Il frenatore
ID 19046 | 24.02.2023 / Download scheda
Una delle figure professionali meno note in ferrovia è probabilmente quella del frenatore. Egli rappresentava la più bassa qualifica tra il personale viaggiante ed era costretto a condizioni lavorative molto disagiate; di contro poteva rappresentare un’opportunità per l’inizio di una carriera ferroviaria, fruendo dei concorsi interni.
Il frenatore era nato con il treno, chiamato a risolvere il problema della frenatura dei convogli dalla cui efficacia dipendeva (e dipende tutt’oggi) la velocità degli stessi. Ai primordi della ferrovia l’unico strumento frenante manovrabile direttamente dal macchinista era il controvapore, ma non era né efficace, né immediato, né modulabile; semmai poteva essere usato nelle situazioni di emergenza. Il sistema più semplice per arrestare i primi convogli era quello di dotare i veicoli di un freno manuale, che aveva anche funzione di freno di stazionamento.

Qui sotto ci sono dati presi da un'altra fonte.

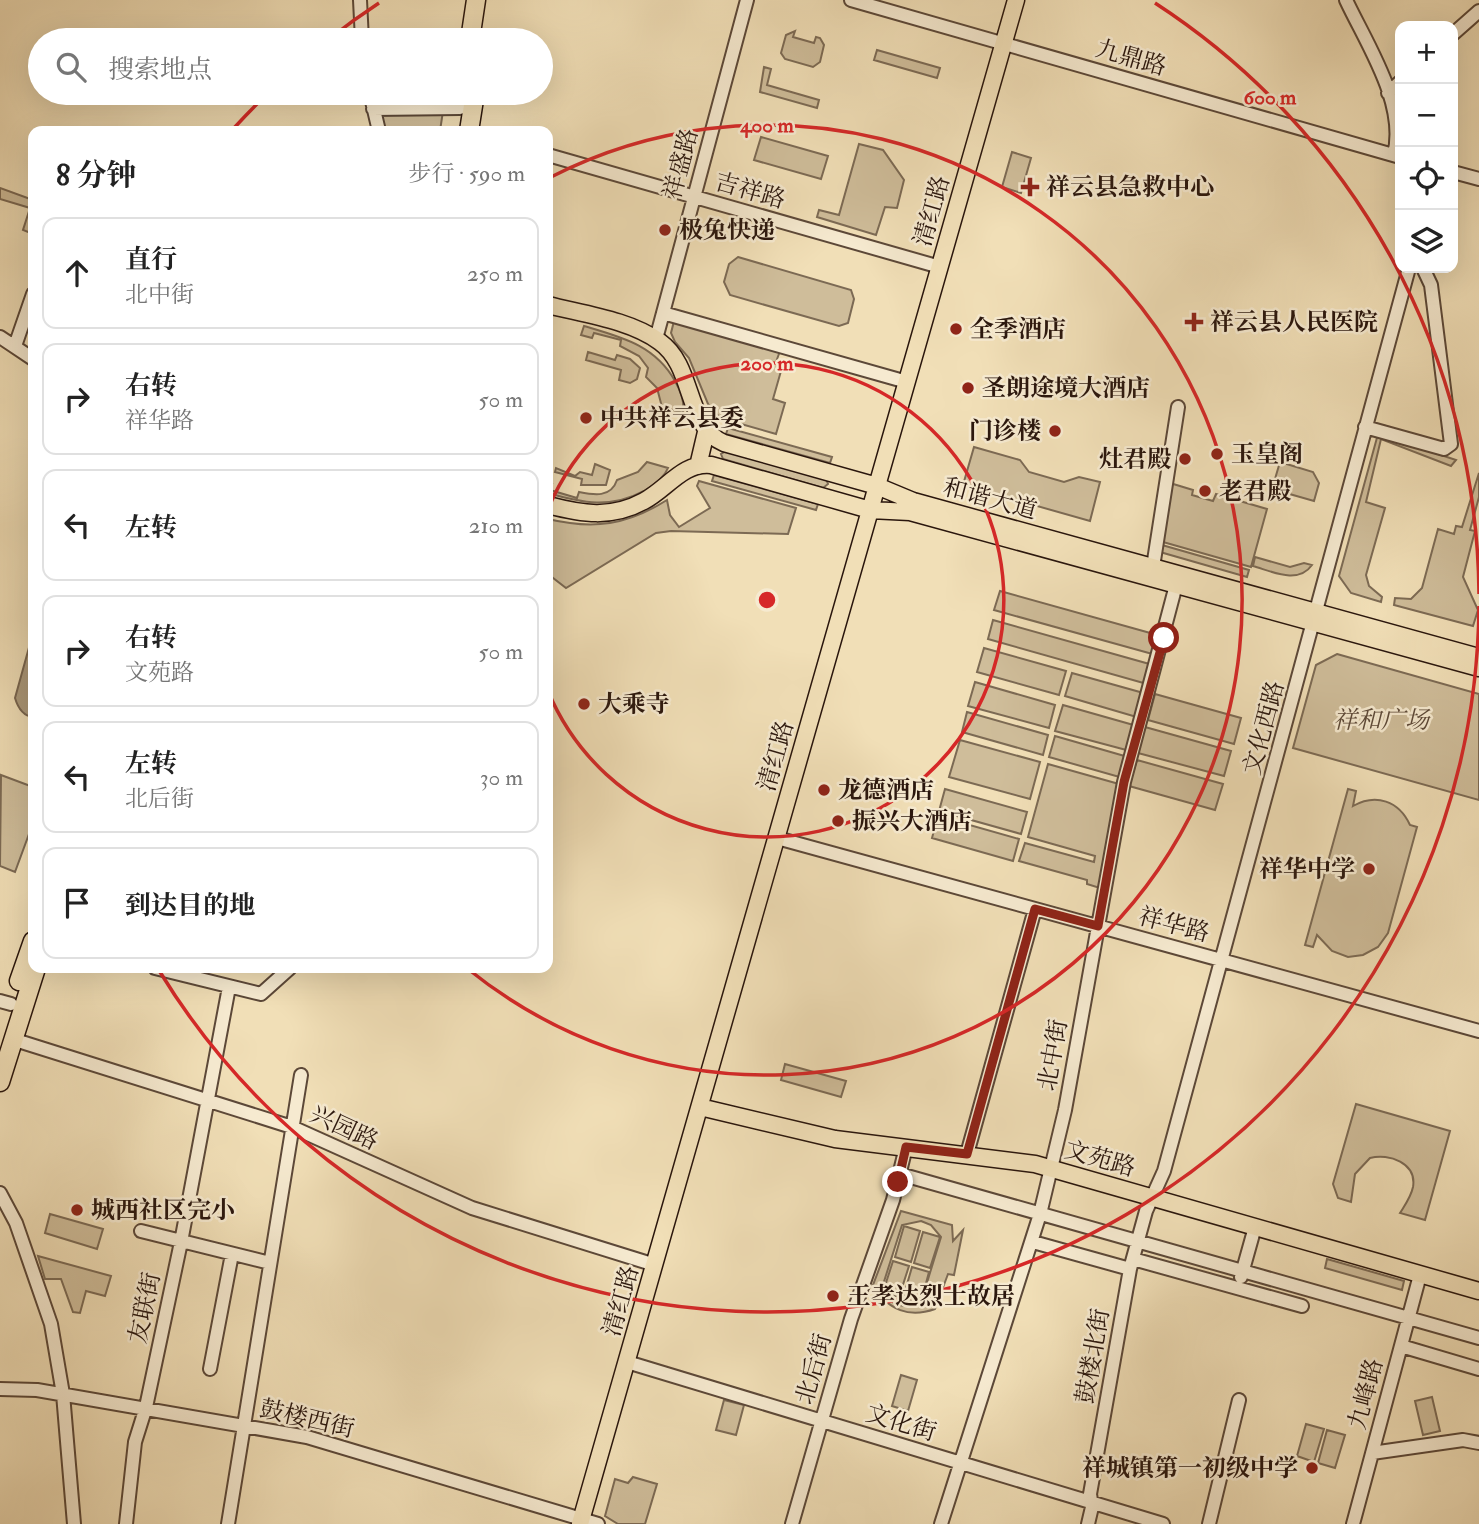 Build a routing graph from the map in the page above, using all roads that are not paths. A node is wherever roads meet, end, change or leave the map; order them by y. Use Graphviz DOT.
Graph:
graph roads {
  1 [pos="360,0"];
  2 [pos="476,0"];
  3 [pos="488,0"];
  4 [pos="747,0"];
  5 [pos="851,0"];
  6 [pos="1016,0"];
  7 [pos="1346,0"];
  8 [pos="1479,11"];
  9 [pos="361,28"];
  10 [pos="472,28"];
  11 [pos="484,28"];
  12 [pos="1458,30"];
  13 [pos="1004,44"];
  14 [pos="1398,84"];
  15 [pos="1388,93"];
  16 [pos="372,105"];
  17 [pos="418,105"];
  18 [pos="462,105"];
  19 [pos="473,105"];
  20 [pos="373,109"];
  21 [pos="378,126"];
  22 [pos="460,126"];
  23 [pos="470,126"];
  24 [pos="1397,147"];
  25 [pos="1395,155"];
  26 [pos="553,156"];
  27 [pos="1458,174"];
  28 [pos="1479,180"];
  29 [pos="694,197"];
  30 [pos="940,267"];
  31 [pos="1408,273"];
  32 [pos="1425,273"];
  33 [pos="553,306"];
  34 [pos="28,308"];
  35 [pos="663,313"];
  36 [pos="0,337"];
  37 [pos="656,339"];
  38 [pos="15,346"];
  39 [pos="28,355"];
  40 [pos="907,382"];
  41 [pos="1178,407"];
  42 [pos="1365,427"];
  43 [pos="706,432"];
  44 [pos="698,466"];
  45 [pos="877,486"];
  46 [pos="553,506"];
  47 [pos="870,510"];
  48 [pos="1153,567"];
  49 [pos="1176,585"];
  50 [pos="1316,618"];
  51 [pos="1479,657"];
  52 [pos="1479,668"];
  53 [pos="777,838"];
  54 [pos="1035,909"];
  55 [pos="1098,926"];
  56 [pos="28,953"];
  57 [pos="1222,960"];
  58 [pos="34,973"];
  59 [pos="174,973"];
  60 [pos="284,973"];
  61 [pos="229,987"];
  62 [pos="5,1003"];
  63 [pos="1479,1031"];
  64 [pos="6,1039"];
  65 [pos="301,1074"];
  66 [pos="0,1082"];
  67 [pos="207,1101"];
  68 [pos="700,1107"];
  69 [pos="292,1127"];
  70 [pos="906,1147"];
  71 [pos="967,1154"];
  72 [pos="1049,1168"];
  73 [pos="900,1174"];
  74 [pos="0,1193"];
  75 [pos="1149,1204"];
  76 [pos="1041,1214"];
  77 [pos="1255,1227"];
  78 [pos="141,1231"];
  79 [pos="181,1242"];
  80 [pos="1033,1242"];
  81 [pos="1138,1242"];
  82 [pos="232,1254"];
  83 [pos="270,1263"];
  84 [pos="1131,1264"];
  85 [pos="655,1265"];
  86 [pos="1242,1271"];
  87 [pos="1420,1275"];
  88 [pos="1238,1288"];
  89 [pos="1479,1291"];
  90 [pos="1302,1306"];
  91 [pos="1408,1318"];
  92 [pos="1479,1338"];
  93 [pos="1401,1346"];
  94 [pos="627,1362"];
  95 [pos="210,1369"];
  96 [pos="1479,1369"];
  97 [pos="0,1389"];
  98 [pos="63,1394"];
  99 [pos="1239,1399"];
  100 [pos="146,1407"];
  101 [pos="822,1421"];
  102 [pos="244,1426"];
  103 [pos="1479,1443"];
  104 [pos="1372,1453"];
  105 [pos="960,1463"];
  106 [pos="1091,1504"];
  107 [pos="587,1522"];
  108 [pos="74,1524"];
  109 [pos="126,1524"];
  110 [pos="228,1524"];
  111 [pos="792,1524"];
  112 [pos="941,1524"];
  113 [pos="1088,1524"];
  114 [pos="1163,1524"];
  115 [pos="1209,1524"];
  116 [pos="1353,1524"];
  1 -- 9 [label="street"];
  2 -- 10 [label="highway"];
  3 -- 11 [label="highway"];
  4 -- 29 [label="street, 祥盛路"];
  5 -- 13 [label="street, 九鼎路"];
  6 -- 13 [label="main road, 清红路"];
  7 -- 15 [label="street"];
  8 -- 12 [label="street"];
  13 -- 25 [label="street, 九鼎路"];
  13 -- 30 [label="main road, 清红路"];
  14 -- 15 [label="street"];
  15 -- 24 [label="street"];
  16 -- 20 [label="street"];
  17 -- 20 [label="street"];
  18 -- 22 [label="highway"];
  19 -- 23 [label="highway"];
  20 -- 21 [label="street"];
  26 -- 29 [label="street, 吉祥路"];
  27 -- 28 [label="street"];
  29 -- 30 [label="street, 吉祥路"];
  29 -- 35 [label="street, 祥盛路"];
  30 -- 40 [label="main road, 清红路"];
  31 -- 42 [label="street, 文化西路"];
  32 -- 42 [label="street"];
  33 -- 37 [label="main road"];
  34 -- 38 [label="street"];
  35 -- 37 [label="street, 祥盛路"];
  35 -- 40 [label="street"];
  36 -- 38 [label="street"];
  37 -- 43 [label="main road"];
  38 -- 39 [label="street"];
  40 -- 45 [label="main road, 清红路"];
  41 -- 48 [label="street"];
  42 -- 50 [label="street, 文化西路"];
  43 -- 44 [label="main road"];
  43 -- 45 [label="main road, 和谐大道"];
  44 -- 46 [label="main road"];
  44 -- 47 [label="main road, 和谐大道"];
  45 -- 47 [label="main road, 清红路"];
  45 -- 48 [label="main road, 和谐大道"];
  47 -- 49 [label="main road, 和谐大道"];
  47 -- 53 [label="main road, 清红路"];
  48 -- 50 [label="main road, 和谐大道"];
  49 -- 50 [label="main road, 和谐大道"];
  49 -- 55 [label="street, 北中街"];
  50 -- 51 [label="main road, 和谐大道"];
  50 -- 52 [label="main road, 和谐大道"];
  50 -- 57 [label="street, 文化西路"];
  53 -- 54 [label="street, 祥华路"];
  53 -- 68 [label="main road, 清红路"];
  54 -- 55 [label="street, 祥华路"];
  54 -- 71 [label="street"];
  55 -- 57 [label="street, 祥华路"];
  55 -- 72 [label="street, 北中街"];
  56 -- 62 [label="highway"];
  57 -- 63 [label="street, 祥华路"];
  57 -- 75 [label="street, 文化西路"];
  58 -- 64 [label="highway"];
  59 -- 61 [label="street"];
  60 -- 61 [label="street"];
  61 -- 67 [label="street, 友联街"];
  62 -- 64 [label="highway"];
  64 -- 66 [label="highway"];
  64 -- 67 [label="street, 兴园路"];
  65 -- 69 [label="street"];
  67 -- 69 [label="street, 兴园路"];
  67 -- 79 [label="street, 友联街"];
  68 -- 70 [label="main road, 文苑路"];
  68 -- 85 [label="main road, 清红路"];
  69 -- 83 [label="street"];
  69 -- 85 [label="street, 兴园路"];
  70 -- 71 [label="main road, 文苑路"];
  70 -- 73 [label="street, 北后街"];
  71 -- 72 [label="main road, 文苑路"];
  72 -- 75 [label="main road, 文苑路"];
  72 -- 76 [label="street, 北中街"];
  73 -- 76 [label="street"];
  73 -- 101 [label="street, 北后街"];
  74 -- 98 [label="street"];
  75 -- 77 [label="main road, 文苑路"];
  75 -- 81 [label="street, 鼓楼北街"];
  76 -- 80 [label="street, 北中街"];
  76 -- 81 [label="street"];
  77 -- 86 [label="street"];
  77 -- 87 [label="main road, 文苑路"];
  78 -- 79 [label="street"];
  79 -- 82 [label="street"];
  79 -- 100 [label="street, 友联街"];
  80 -- 84 [label="street"];
  80 -- 105 [label="street, 北中街"];
  81 -- 84 [label="street, 鼓楼北街"];
  81 -- 86 [label="street"];
  82 -- 83 [label="street"];
  82 -- 95 [label="street"];
  83 -- 102 [label="street"];
  84 -- 88 [label="street"];
  84 -- 106 [label="street, 鼓楼北街"];
  85 -- 94 [label="main road, 清红路"];
  86 -- 88 [label="street"];
  86 -- 91 [label="street"];
  87 -- 89 [label="main road, 文苑路"];
  87 -- 91 [label="street, 九峰路"];
  88 -- 90 [label="street"];
  91 -- 92 [label="street"];
  91 -- 93 [label="street, 九峰路"];
  93 -- 96 [label="street"];
  93 -- 104 [label="street, 九峰路"];
  94 -- 101 [label="street, 文化街"];
  94 -- 107 [label="main road, 清红路"];
  97 -- 98 [label="street, 鼓楼西街"];
  98 -- 100 [label="street, 鼓楼西街"];
  98 -- 108 [label="street"];
  99 -- 115 [label="street"];
  100 -- 102 [label="street, 鼓楼西街"];
  100 -- 109 [label="street, 友联街"];
  101 -- 105 [label="street, 文化街"];
  101 -- 111 [label="street, 北后街"];
  102 -- 107 [label="street, 鼓楼西街"];
  102 -- 110 [label="street"];
  103 -- 104 [label="street"];
  104 -- 116 [label="street, 九峰路"];
  105 -- 106 [label="street, 文化街"];
  105 -- 112 [label="street, 北中街"];
  106 -- 113 [label="street, 鼓楼北街"];
  106 -- 114 [label="street, 文化街"];
} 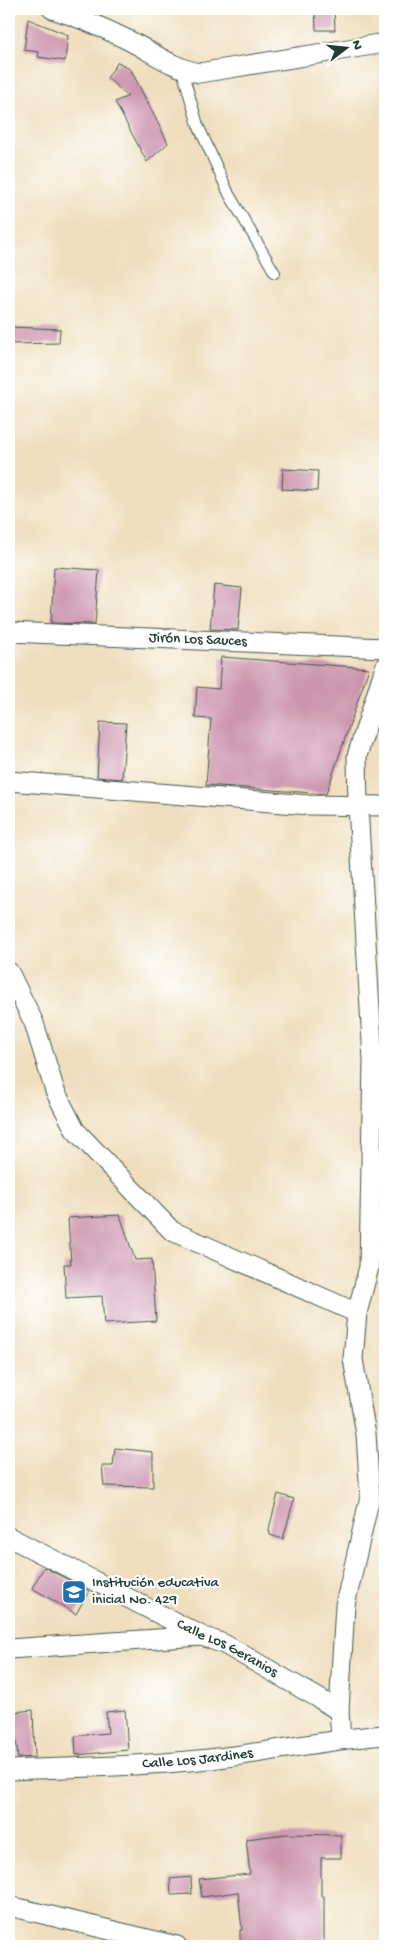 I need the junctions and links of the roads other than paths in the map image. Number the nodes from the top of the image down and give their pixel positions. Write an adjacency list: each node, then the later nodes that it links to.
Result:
1 (52, 9): 2 (street)
2 (68, 12): 4 (street)
3 (385, 42): 4 (street)
4 (182, 70): 5 (lane)
5 (275, 273)
6 (9, 632): 7 (street, Jirón Los Sauces)
7 (385, 648)
8 (385, 667): 10 (street)
9 (9, 781): 10 (street)
10 (358, 806): 11 (street); 13 (street)
11 (385, 806)
12 (9, 972): 13 (street)
13 (357, 1313): 17 (street)
14 (9, 1537): 15 (street, Calle Los Geranios)
15 (202, 1636): 16 (street); 17 (street, Calle Los Geranios)
16 (9, 1648)
17 (338, 1711): 19 (street)
18 (385, 1735): 19 (street, Calle Los Jardines)
19 (341, 1738): 20 (street, Calle Los Jardines)
20 (9, 1770)
21 (9, 1906): 22 (street)
22 (177, 1946)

Il freno era azionato da un agente, il frenatore, che, manipolando un volantino o una leva, aveva il compito di azionare i ceppi dei freni, serrandoli o allentandoli, rapidamente o gradualmente, secondo i comandi impartiti dal macchinista, attraverso una sequenza di fischi.
La segnalazione, ancora oggi riportata nell’ art. 7 del “Regolamento sui Segnali” di RFI - Edizione 1947 - ristampa 2016, è la seguente:
- più di tre fischi brevi e vibrati: erano il segnale di allarme ed ordinavano la pronta ed energica chiusura di tutti i freni. Lo stesso segnale valeva anche per richiamare l’attenzione del personale delle stazioni e della linea per l’adozione delle possibili misure di sicurezza, come l’istradamento verso il cosiddetto binario di salvamento; - un breve fischio: ordinava il parziale allentamento dei freni, usato soprattutto nelle forti discese; - un fischio lungo seguito da altro breve: ordinava il completo allentamento dei freni.
Fig. 1 - Replica di vettura mista circolante nel Regno delle Due Sicilie conservata presso il Museo Ferroviario di Pietrarsa (NA). Si noti la postazione bifronte del frenatore in posizione centrale sull'imperiale della vettura (foto A. Gamboni).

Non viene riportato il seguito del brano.